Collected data
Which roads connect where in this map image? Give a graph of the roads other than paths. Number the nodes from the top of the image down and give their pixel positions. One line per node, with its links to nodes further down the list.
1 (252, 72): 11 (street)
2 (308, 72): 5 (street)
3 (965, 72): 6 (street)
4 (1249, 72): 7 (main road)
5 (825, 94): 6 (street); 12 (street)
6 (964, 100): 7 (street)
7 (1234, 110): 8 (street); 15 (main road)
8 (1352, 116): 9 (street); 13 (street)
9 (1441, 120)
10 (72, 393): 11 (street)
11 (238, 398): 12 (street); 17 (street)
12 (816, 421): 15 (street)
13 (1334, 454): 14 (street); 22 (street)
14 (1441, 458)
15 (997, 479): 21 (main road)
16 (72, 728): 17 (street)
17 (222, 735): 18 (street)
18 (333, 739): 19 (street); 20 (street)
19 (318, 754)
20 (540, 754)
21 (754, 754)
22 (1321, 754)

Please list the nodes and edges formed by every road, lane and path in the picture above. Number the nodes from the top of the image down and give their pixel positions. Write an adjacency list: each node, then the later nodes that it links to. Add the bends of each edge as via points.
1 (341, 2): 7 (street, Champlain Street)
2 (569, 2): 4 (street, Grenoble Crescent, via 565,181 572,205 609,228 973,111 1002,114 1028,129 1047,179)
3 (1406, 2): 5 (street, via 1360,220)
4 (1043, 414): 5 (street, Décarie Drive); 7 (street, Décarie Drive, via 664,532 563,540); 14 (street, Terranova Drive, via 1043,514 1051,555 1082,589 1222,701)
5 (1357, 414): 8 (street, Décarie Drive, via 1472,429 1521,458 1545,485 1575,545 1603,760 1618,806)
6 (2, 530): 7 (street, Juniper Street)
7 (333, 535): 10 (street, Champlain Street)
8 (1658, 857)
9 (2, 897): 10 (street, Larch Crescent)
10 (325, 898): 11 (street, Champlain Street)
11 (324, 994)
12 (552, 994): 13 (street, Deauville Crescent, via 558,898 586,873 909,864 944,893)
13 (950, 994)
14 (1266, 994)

PROBLEM DETAILS
What's needed is a word-for-word restatement of all the entries.

FINAL ANSWER
Which roads connect where in this map image? Give a graph of the roads other than paths. Number the nodes from the top of the image down and give their pixel positions. One line per node, with its links to nodes further down the list.
1 (252, 72): 11 (street)
2 (308, 72): 5 (street)
3 (965, 72): 6 (street)
4 (1249, 72): 7 (main road)
5 (825, 94): 6 (street); 12 (street)
6 (964, 100): 7 (street)
7 (1234, 110): 8 (street); 15 (main road)
8 (1352, 116): 9 (street); 13 (street)
9 (1441, 120)
10 (72, 393): 11 (street)
11 (238, 398): 12 (street); 17 (street)
12 (816, 421): 15 (street)
13 (1334, 454): 14 (street); 22 (street)
14 (1441, 458)
15 (997, 479): 21 (main road)
16 (72, 728): 17 (street)
17 (222, 735): 18 (street)
18 (333, 739): 19 (street); 20 (street)
19 (318, 754)
20 (540, 754)
21 (754, 754)
22 (1321, 754)

Please list the nodes and edges formed by every road, lane and path in the picture above. Number the nodes from the top of the image down and give their pixel positions. Write an adjacency list: each node, then the later nodes that it links to. Add the bends of each edge as via points.
1 (341, 2): 7 (street, Champlain Street)
2 (569, 2): 4 (street, Grenoble Crescent, via 565,181 572,205 609,228 973,111 1002,114 1028,129 1047,179)
3 (1406, 2): 5 (street, via 1360,220)
4 (1043, 414): 5 (street, Décarie Drive); 7 (street, Décarie Drive, via 664,532 563,540); 14 (street, Terranova Drive, via 1043,514 1051,555 1082,589 1222,701)
5 (1357, 414): 8 (street, Décarie Drive, via 1472,429 1521,458 1545,485 1575,545 1603,760 1618,806)
6 (2, 530): 7 (street, Juniper Street)
7 (333, 535): 10 (street, Champlain Street)
8 (1658, 857)
9 (2, 897): 10 (street, Larch Crescent)
10 (325, 898): 11 (street, Champlain Street)
11 (324, 994)
12 (552, 994): 13 (street, Deauville Crescent, via 558,898 586,873 909,864 944,893)
13 (950, 994)
14 (1266, 994)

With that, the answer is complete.